History of Vietnamese-American Women
Vietnamese American Women
The flow of refugees from Vietnam to the United States began in 1975, the year that marked the end of the long war and the reunification of the country under communist forces. As part of the evacuation effort designed to aid South Vietnamese associated with the U.S. military presence in Vietnam, about 130,000 Vietnamese were flown to the United States. Since then, thousands of other Vietnamese have fled Vietnam to escape political and economic persecution by the new government. From 1975 to 1985, nearly half a million Vietnamese settled in the United States.
For Vietnamese American women, the process of migration has been accompanied by important life changes. Vietnamese women in the United States are of course not a monolithic group, but one that is differentiated by such variables as social class and age, each of which shapes the form and extent of the change caused by migration in women's lives.
Although migration to the United States has resulted in greater gender equality, it has also involved important gender-role changes for Vietnamese American men and women. The ideal traditional Vietnamese family, modeled on Confucian principles, is one in which women are subordinate to men in all phases and aspects of their lives. According to Confucian teachings, women are expected to obey their fathers when they are young, their husbands when they are married, and their sons when they are widowed. The ideology of male dominance is expressed in sayings such as "A hundred girls aren't worth a single testicle."
The reality of traditional Vietnamese gender relations deviated from this normative model in many ways. Despite all appearances, women in traditional Vietnamese society had not been bereft of power and respect. One of the most famous historical Vietnamese revolts against Chinese domination (in A.D. 40) was led by women—the Trung sisters—who are widely revered by the Vietnamese as national heroines. Certain systematic avenues of authority and power for women existed in traditional Vietnamese life. Older women tended to have considerable power in the household. As part of their domestic caretaking role, women often controlled the family budget and exerted influence over the family economy. Although men controlled key economic institutions, Vietnamese women did have access to economic resources through their extensive involvement in small business and trading.
A recent ethnographic study of low-income, newly arrived Vietnamese refugees suggests a movement toward greater equality in the relations of men and women who migrated to the United States. The rise in women's power resulted from the complex interaction of many factors. Perhaps most importantly, the income of women had become more critical to the survival of their families. Unlike the situation in pre-1975 Vietnam, the Vietnamese men were unable to find jobs that paid enough to comfortably support their families. Families were thus more dependent on the income generated by women through their employment, which usually consisted of low-paying and unstable jobs such as housecleaning, waitressing, and assembling garments.

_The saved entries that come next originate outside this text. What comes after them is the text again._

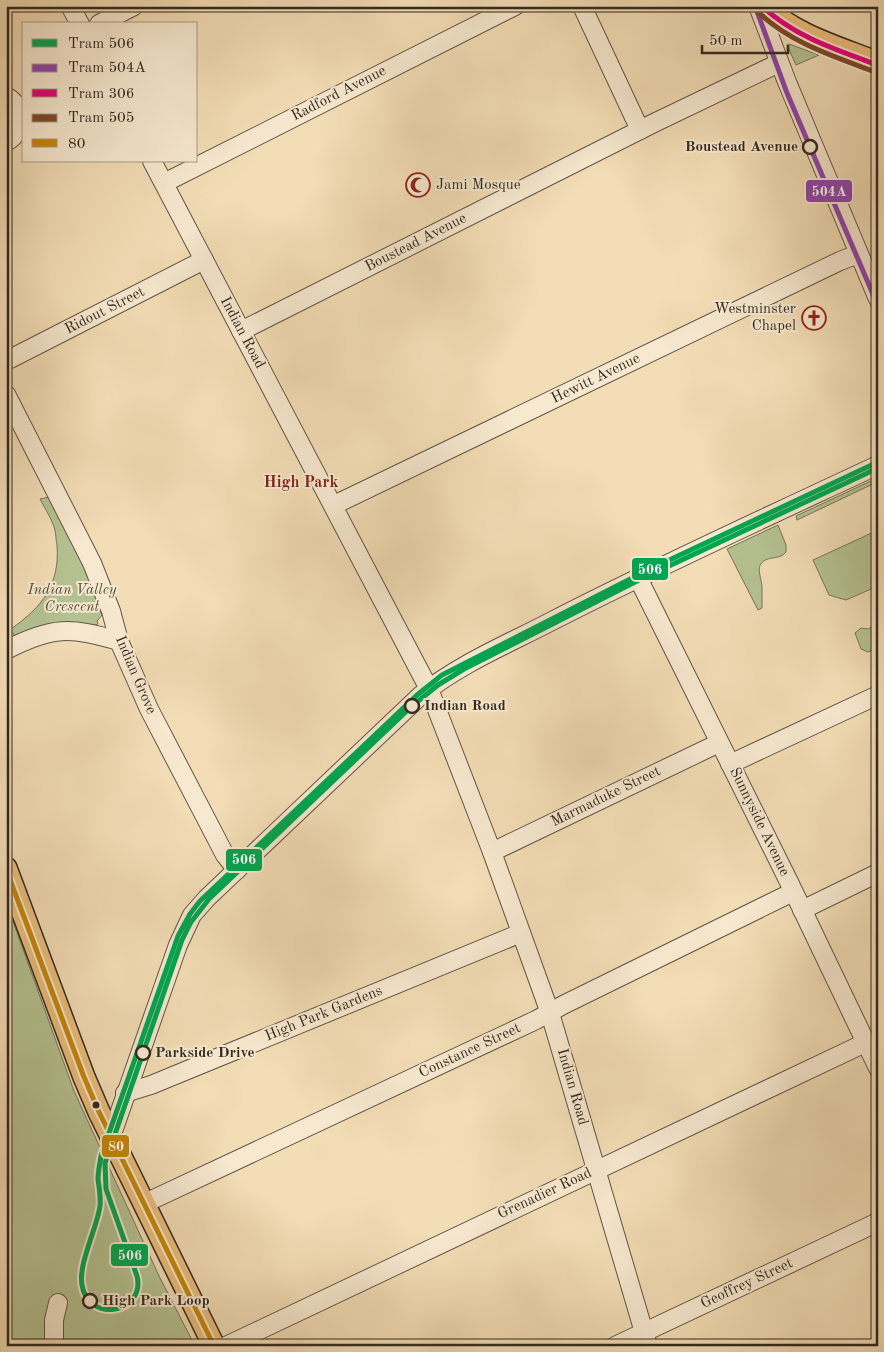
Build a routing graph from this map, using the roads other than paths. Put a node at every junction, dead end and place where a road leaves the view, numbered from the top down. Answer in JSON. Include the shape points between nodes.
{"nodes":[{"id":1,"x":70,"y":6,"type":"edge"},
{"id":2,"x":134,"y":6,"type":"edge"},
{"id":3,"x":515,"y":6,"type":"edge"},
{"id":4,"x":582,"y":6,"type":"edge"},
{"id":5,"x":758,"y":6,"type":"edge"},
{"id":6,"x":766,"y":6,"type":"edge"},
{"id":7,"x":79,"y":22,"type":"edge"},
{"id":8,"x":103,"y":22,"type":"edge"},
{"id":9,"x":779,"y":63,"type":"junction"},
{"id":10,"x":878,"y":63,"type":"edge"},
{"id":11,"x":16,"y":102,"type":"edge"},
{"id":12,"x":640,"y":130,"type":"junction"},
{"id":13,"x":6,"y":142,"type":"edge"},
{"id":14,"x":153,"y":162,"type":"edge"},
{"id":15,"x":164,"y":183,"type":"junction"},
{"id":16,"x":858,"y":254,"type":"junction"},
{"id":17,"x":204,"y":260,"type":"junction"},
{"id":18,"x":878,"y":299,"type":"edge"},
{"id":19,"x":241,"y":331,"type":"junction"},
{"id":20,"x":6,"y":361,"type":"edge"},
{"id":21,"x":6,"y":394,"type":"edge"},
{"id":22,"x":878,"y":465,"type":"edge"},
{"id":23,"x":334,"y":505,"type":"junction"},
{"id":24,"x":638,"y":578,"type":"junction"},
{"id":25,"x":120,"y":641,"type":"junction"},
{"id":26,"x":6,"y":650,"type":"edge"},
{"id":27,"x":429,"y":689,"type":"junction"},
{"id":28,"x":878,"y":695,"type":"edge"},
{"id":29,"x":720,"y":743,"type":"junction"},
{"id":30,"x":730,"y":764,"type":"junction"},
{"id":31,"x":492,"y":852,"type":"junction"},
{"id":32,"x":6,"y":868,"type":"edge"},
{"id":33,"x":237,"y":870,"type":"junction"},
{"id":34,"x":878,"y":873,"type":"edge"},
{"id":35,"x":793,"y":892,"type":"junction"},
{"id":36,"x":802,"y":910,"type":"junction"},
{"id":37,"x":521,"y":933,"type":"junction"},
{"id":38,"x":550,"y":1013,"type":"junction"},
{"id":39,"x":873,"y":1055,"type":"edge"},
{"id":40,"x":126,"y":1093,"type":"junction"},
{"id":41,"x":111,"y":1137,"type":"junction"},
{"id":42,"x":596,"y":1170,"type":"junction"},
{"id":43,"x":143,"y":1204,"type":"junction"},
{"id":44,"x":878,"y":1222,"type":"edge"},
{"id":45,"x":58,"y":1303,"type":"dead end"},
{"id":46,"x":645,"y":1339,"type":"edge"},
{"id":47,"x":54,"y":1346,"type":"edge"},
{"id":48,"x":214,"y":1346,"type":"edge"},
{"id":49,"x":226,"y":1346,"type":"edge"},
{"id":50,"x":615,"y":1346,"type":"edge"}],
"edges":[{"from":1,"to":7,"type":"street"},
{"from":2,"to":8,"type":"street"},
{"from":3,"to":15,"type":"street","name":"Radford Avenue"},
{"from":4,"to":12,"type":"street"},
{"from":5,"to":9,"type":"street"},
{"from":6,"to":10,"type":"main road","via":[[794,28]]},
{"from":9,"to":12,"type":"street","name":"Boustead Avenue"},
{"from":9,"to":16,"type":"street"},
{"from":11,"to":13,"type":"street","via":[[21,114],[19,130]]},
{"from":12,"to":19,"type":"street","name":"Boustead Avenue"},
{"from":14,"to":15,"type":"street","name":"Indian Road"},
{"from":15,"to":17,"type":"street","name":"Indian Road"},
{"from":16,"to":18,"type":"street"},
{"from":16,"to":23,"type":"street","name":"Hewitt Avenue"},
{"from":17,"to":19,"type":"street","name":"Indian Road"},
{"from":17,"to":20,"type":"street","name":"Ridout Street"},
{"from":19,"to":23,"type":"street","name":"Indian Road"},
{"from":21,"to":25,"type":"street","name":"Indian Grove","via":[[92,563]]},
{"from":22,"to":24,"type":"street"},
{"from":23,"to":27,"type":"street","name":"Indian Road"},
{"from":24,"to":27,"type":"street","via":[[456,671]]},
{"from":24,"to":29,"type":"street","name":"Sunnyside Avenue"},
{"from":25,"to":26,"type":"street","via":[[89,633],[53,631]]},
{"from":25,"to":33,"type":"street","name":"Indian Grove","via":[[148,710],[225,855]]},
{"from":27,"to":31,"type":"street","name":"Indian Road"},
{"from":27,"to":33,"type":"street"},
{"from":28,"to":30,"type":"street"},
{"from":29,"to":30,"type":"street","name":"Sunnyside Avenue"},
{"from":29,"to":31,"type":"street","name":"Marmaduke Street"},
{"from":30,"to":35,"type":"street","name":"Sunnyside Avenue"},
{"from":31,"to":37,"type":"street","name":"Indian Road"},
{"from":32,"to":41,"type":"main road","via":[[84,1077]]},
{"from":33,"to":40,"type":"street","via":[[207,898],[187,924]]},
{"from":34,"to":36,"type":"street"},
{"from":35,"to":36,"type":"street","name":"Sunnyside Avenue"},
{"from":35,"to":38,"type":"street","name":"Constance Street"},
{"from":36,"to":39,"type":"street","name":"Sunnyside Avenue"},
{"from":37,"to":38,"type":"street","name":"Indian Road"},
{"from":37,"to":40,"type":"street","name":"High Park Gardens"},
{"from":38,"to":42,"type":"street","name":"Indian Road"},
{"from":38,"to":43,"type":"street","name":"Constance Street"},
{"from":39,"to":42,"type":"street","name":"Grenadier Road"},
{"from":40,"to":41,"type":"street"},
{"from":41,"to":43,"type":"main road"},
{"from":42,"to":46,"type":"street","name":"Indian Road"},
{"from":42,"to":49,"type":"street","name":"Grenadier Road"},
{"from":43,"to":48,"type":"main road"},
{"from":44,"to":46,"type":"street","name":"Geoffrey Street"},
{"from":45,"to":47,"type":"street"},
{"from":46,"to":50,"type":"street","name":"Geoffrey Street"}]}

Besides economic conditions, changes in Vietnamese American gender relations reflected the male-dominated sex ratio of the Vietnamese American population. Young unmarried women in particular experienced greater power in their sexual relationships with men because of the "shortage" of Vietnamese women in the United States. Migration to the United States had also expanded the Vietnamese immigrant women's homemaking activities beyond such traditional work as child care and housework to include negotiation with social institutions located outside the household, such as schools, hospitals, and welfare agencies. Despite the fact that negotiating with bureaucratic institutions on behalf of the household was onerous work, it was a process that ultimately equipped women with valuable skills that were a resource in women's efforts to exert control over household affairs.

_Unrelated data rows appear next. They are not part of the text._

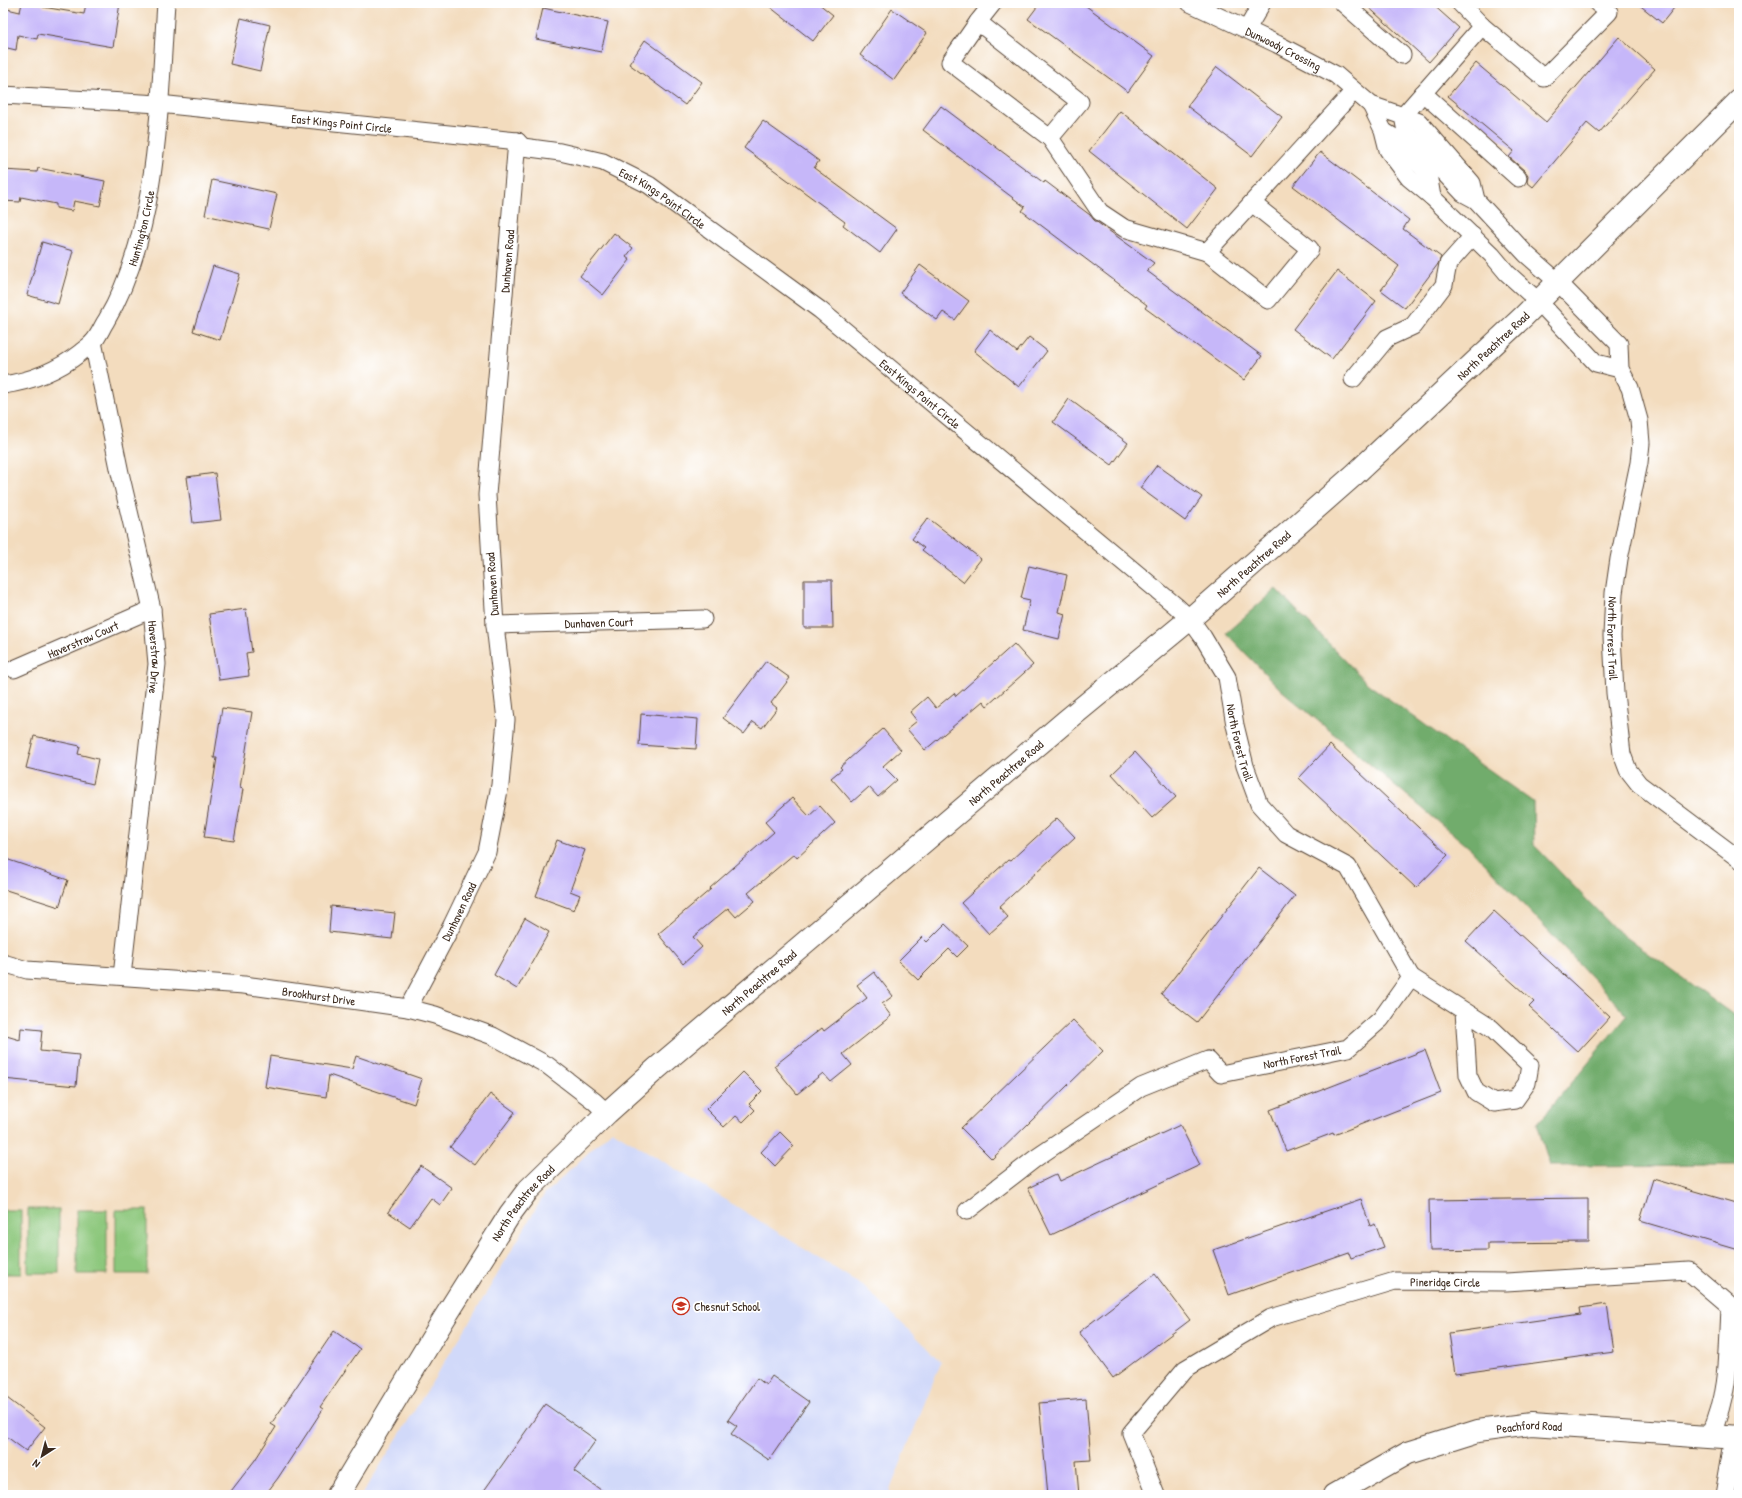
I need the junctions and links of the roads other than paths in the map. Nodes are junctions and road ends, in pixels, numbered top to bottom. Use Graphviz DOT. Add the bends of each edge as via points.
graph roads {
  1 [pos="166,3"];
  2 [pos="993,3"];
  3 [pos="1190,3"];
  4 [pos="1262,3"];
  5 [pos="1343,3"];
  6 [pos="1460,3"];
  7 [pos="1597,3"];
  8 [pos="978,22"];
  9 [pos="1482,26"];
  10 [pos="1247,29"];
  11 [pos="1402,55"];
  12 [pos="1354,90"];
  13 [pos="1424,93"];
  14 [pos="3,95"];
  15 [pos="1739,102"];
  16 [pos="159,104"];
  17 [pos="1371,105"];
  18 [pos="1403,116"];
  19 [pos="1050,138"];
  20 [pos="517,141"];
  21 [pos="1518,178"];
  22 [pos="1252,203"];
  23 [pos="1473,236"];
  24 [pos="1207,252"];
  25 [pos="1558,282"];
  26 [pos="1539,302"];
  27 [pos="93,342"];
  28 [pos="1620,369"];
  29 [pos="1353,379"];
  30 [pos="3,384"];
  31 [pos="152,609"];
  32 [pos="702,619"];
  33 [pos="1190,619"];
  34 [pos="495,625"];
  35 [pos="14,669"];
  36 [pos="1739,859"];
  37 [pos="3,963"];
  38 [pos="122,976"];
  39 [pos="1411,977"];
  40 [pos="408,1008"];
  41 [pos="1464,1011"];
  42 [pos="607,1113"];
  43 [pos="967,1211"];
  44 [pos="1710,1435"];
  45 [pos="1736,1437"];
  46 [pos="338,1495"];
  47 [pos="1156,1495"];
  48 [pos="1334,1495"];
  49 [pos="1724,1495"];
  1 -- 16 [label="street, Huntington Circle"];
  2 -- 8 [label="street"];
  3 -- 10 [label="street, Dunwoody Crossing"];
  4 -- 10 [label="street"];
  5 -- 11 [label="street"];
  6 -- 9 [label="street"];
  7 -- 9 [label="street" via="1608,12 1544,78"];
  8 -- 19 [label="street" via="950,62"];
  8 -- 19 [label="street" via="1080,102"];
  9 -- 13 [label="street"];
  10 -- 12 [label="street, Dunwoody Crossing" via="1336,75"];
  12 -- 17 [label="street, Dunwoody Crossing"];
  12 -- 22 [label="street"];
  13 -- 18 [label="street"];
  13 -- 21 [label="street"];
  14 -- 16 [label="street, East Kings Point Circle"];
  15 -- 25 [label="street, North Peachtree Road"];
  16 -- 20 [label="street, East Kings Point Circle"];
  16 -- 27 [label="street, Huntington Circle" via="150,189 134,260 117,303"];
  17 -- 18 [label="street, Dunwoody Crossing"];
  17 -- 23 [label="street, Dunwoody Crossing" via="1383,130 1396,138 1428,174 1432,196"];
  18 -- 25 [label="street, Dunwoody Crossing" via="1418,122 1472,184 1476,200 1526,254"];
  19 -- 24 [label="street" via="1100,212 1124,228"];
  20 -- 33 [label="street, East Kings Point Circle" via="523,147 603,162 649,185 820,310"];
  20 -- 34 [label="street, Dunhaven Road" via="487,495"];
  22 -- 24 [label="street"];
  22 -- 24 [label="street" via="1310,249 1268,300"];
  23 -- 26 [label="street, Dunwoody Crossing" via="1507,273"];
  23 -- 29 [label="street" via="1448,264 1444,285 1413,326 1387,338"];
  25 -- 26 [label="street, North Peachtree Road"];
  25 -- 28 [label="street, North Forrest Trail" via="1619,344"];
  26 -- 28 [label="street" via="1596,363"];
  26 -- 33 [label="street, North Peachtree Road" via="1354,475"];
  27 -- 30 [label="street, Huntington Circle" via="69,362 42,376"];
  27 -- 31 [label="street, Haverstraw Drive" via="120,474"];
  28 -- 36 [label="street, North Forrest Trail" via="1630,388 1639,420 1641,443 1619,559 1612,619 1622,754 1628,770 1639,784"];
  31 -- 35 [label="street, Haverstraw Court"];
  31 -- 38 [label="street, Haverstraw Drive" via="157,664"];
  32 -- 34 [label="street, Dunhaven Court"];
  33 -- 39 [label="street, North Forest Trail" via="1227,677 1245,766 1259,804 1286,834 1348,867"];
  33 -- 42 [label="street, North Peachtree Road" via="1042,741"];
  34 -- 40 [label="street, Dunhaven Road" via="506,720 500,785 487,852"];
  37 -- 38 [label="street, Brookhurst Drive" via="27,970"];
  38 -- 40 [label="street, Brookhurst Drive" via="244,985"];
  39 -- 41 [label="street"];
  39 -- 43 [label="street, North Forest Trail" via="1381,1019 1348,1048 1221,1074 1208,1060 1141,1087 1036,1158"];
  40 -- 42 [label="street, Brookhurst Drive" via="493,1036 547,1065"];
  41 -- 41 [label="street" via="1491,1028 1530,1065 1527,1083 1515,1100 1494,1103 1476,1092 1468,1075"];
  42 -- 46 [label="street, North Peachtree Road" via="528,1190 510,1214"];
  44 -- 45 [label="street, Peachford Road"];
  44 -- 47 [label="street, Pineridge Circle" via="1726,1383 1730,1306 1689,1271 1506,1282 1395,1281 1271,1318 1185,1369 1131,1433"];
  44 -- 48 [label="street, Peachford Road" via="1531,1424 1478,1431 1408,1453"];
  45 -- 49 [label="street"];
}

One arena in which Vietnamese American women collectively and actively used the resources that they had gained in the migration process was in situations of domestic violence against women. Women often used informal networks of women friends and kin to intervene on behalf of other women who were the victims of domestic violence. Using such mechanisms of social control as gossip and ostracism, the women's networks were sometimes able to influence positively men's behavior toward women in the family.
Along with these gains, Vietnamese American women also associated migration to the United States with important losses, including the decline in their authority as mothers over children. Many Vietnamese American women felt that U.S. society impinged on their rights as parents, and they were ambivalent about the protection from domestic violence offered to them by the U.S. legal system. The women were extremely concerned that the intervention of the law into family life detracted from the authority and rights of parents to discipline their children as they chose. These attitudes highlight the complexity of women's position within the patriarchal family order, which assigned women to a position of subordination to men but also gave power and authority to women in their relations with children.
Besides a decline in their authority as mothers, Vietnamese American women also associated migration to the United States with a general deterioration in the quality of family life and relations. That is, what had been lost or at least threatened by the move to the United States were the traditions of obligation, cooperation, and caring that had marked their family life in Vietnam.
Nazli Kibria, Family Tightrope: The Changing Lives of Vietnamese Americans (Princeton, N.J.: Princeton University Press, 1993).